_Task to carry out_
Whenever the word "AVENUE" shows up in a line of the data, copy that line.

_Given records_
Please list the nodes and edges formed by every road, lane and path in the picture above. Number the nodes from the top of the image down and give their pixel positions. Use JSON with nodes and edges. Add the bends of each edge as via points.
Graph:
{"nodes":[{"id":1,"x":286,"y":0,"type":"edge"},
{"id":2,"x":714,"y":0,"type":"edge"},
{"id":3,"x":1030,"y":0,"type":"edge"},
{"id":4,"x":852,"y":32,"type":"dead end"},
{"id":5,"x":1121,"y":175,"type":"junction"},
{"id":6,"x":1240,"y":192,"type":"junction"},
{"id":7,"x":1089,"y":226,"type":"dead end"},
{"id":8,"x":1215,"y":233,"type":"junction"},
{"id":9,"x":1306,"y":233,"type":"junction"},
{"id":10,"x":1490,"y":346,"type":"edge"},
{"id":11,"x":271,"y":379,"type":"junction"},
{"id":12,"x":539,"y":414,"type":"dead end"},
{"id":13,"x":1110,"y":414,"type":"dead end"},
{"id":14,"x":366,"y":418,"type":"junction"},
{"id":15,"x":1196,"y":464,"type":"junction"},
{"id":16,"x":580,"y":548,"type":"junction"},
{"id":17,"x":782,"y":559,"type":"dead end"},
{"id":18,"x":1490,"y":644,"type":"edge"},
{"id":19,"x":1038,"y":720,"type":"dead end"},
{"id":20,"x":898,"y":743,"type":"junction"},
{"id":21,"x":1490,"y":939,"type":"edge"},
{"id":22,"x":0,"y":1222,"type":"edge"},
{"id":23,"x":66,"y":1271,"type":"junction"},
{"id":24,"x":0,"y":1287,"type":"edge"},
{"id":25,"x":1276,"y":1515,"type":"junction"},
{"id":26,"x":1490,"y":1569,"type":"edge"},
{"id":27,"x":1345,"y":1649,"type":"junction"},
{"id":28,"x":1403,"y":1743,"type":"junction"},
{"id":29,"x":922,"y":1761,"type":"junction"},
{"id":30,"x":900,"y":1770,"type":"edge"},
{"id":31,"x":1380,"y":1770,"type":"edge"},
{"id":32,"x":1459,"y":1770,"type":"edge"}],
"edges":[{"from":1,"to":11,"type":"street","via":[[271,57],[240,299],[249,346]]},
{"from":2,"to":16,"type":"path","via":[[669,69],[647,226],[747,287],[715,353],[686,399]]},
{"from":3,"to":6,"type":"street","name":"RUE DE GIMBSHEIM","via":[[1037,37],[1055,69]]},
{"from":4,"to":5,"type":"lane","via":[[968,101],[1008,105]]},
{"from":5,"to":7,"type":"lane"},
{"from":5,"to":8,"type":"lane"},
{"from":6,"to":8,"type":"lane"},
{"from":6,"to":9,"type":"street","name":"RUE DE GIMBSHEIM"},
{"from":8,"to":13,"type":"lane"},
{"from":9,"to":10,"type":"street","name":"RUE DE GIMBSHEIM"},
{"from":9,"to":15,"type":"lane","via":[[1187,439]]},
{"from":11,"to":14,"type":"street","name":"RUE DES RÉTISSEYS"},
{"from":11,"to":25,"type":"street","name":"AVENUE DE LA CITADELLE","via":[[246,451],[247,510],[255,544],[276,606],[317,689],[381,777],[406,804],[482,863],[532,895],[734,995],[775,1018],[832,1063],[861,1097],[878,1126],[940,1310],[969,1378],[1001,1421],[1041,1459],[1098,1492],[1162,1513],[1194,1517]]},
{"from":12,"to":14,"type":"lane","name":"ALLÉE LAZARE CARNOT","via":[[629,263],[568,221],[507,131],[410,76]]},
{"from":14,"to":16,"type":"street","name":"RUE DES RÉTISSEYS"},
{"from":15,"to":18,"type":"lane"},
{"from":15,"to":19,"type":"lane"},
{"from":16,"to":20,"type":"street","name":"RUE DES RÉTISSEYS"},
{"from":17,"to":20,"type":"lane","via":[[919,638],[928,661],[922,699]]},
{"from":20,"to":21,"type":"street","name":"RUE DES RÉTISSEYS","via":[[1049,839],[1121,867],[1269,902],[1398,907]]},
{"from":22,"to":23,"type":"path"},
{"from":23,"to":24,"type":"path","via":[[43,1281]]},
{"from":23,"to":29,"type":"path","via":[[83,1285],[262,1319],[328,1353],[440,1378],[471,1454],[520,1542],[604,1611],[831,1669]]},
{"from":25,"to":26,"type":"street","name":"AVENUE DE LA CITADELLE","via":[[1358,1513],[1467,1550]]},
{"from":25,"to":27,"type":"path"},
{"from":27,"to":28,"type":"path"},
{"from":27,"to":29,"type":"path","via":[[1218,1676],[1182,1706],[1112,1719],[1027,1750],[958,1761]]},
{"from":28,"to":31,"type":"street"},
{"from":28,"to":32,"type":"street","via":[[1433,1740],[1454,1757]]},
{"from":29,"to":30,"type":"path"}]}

_Task response_
{"from":11,"to":25,"type":"street","name":"AVENUE DE LA CITADELLE","via":[[246,451],[247,510],[255,544],[276,606],[317,689],[381,777],[406,804],[482,863],[532,895],[734,995],[775,1018],[832,1063],[861,1097],[878,1126],[940,1310],[969,1378],[1001,1421],[1041,1459],[1098,1492],[1162,1513],[1194,1517]]},
{"from":25,"to":26,"type":"street","name":"AVENUE DE LA CITADELLE","via":[[1358,1513],[1467,1550]]},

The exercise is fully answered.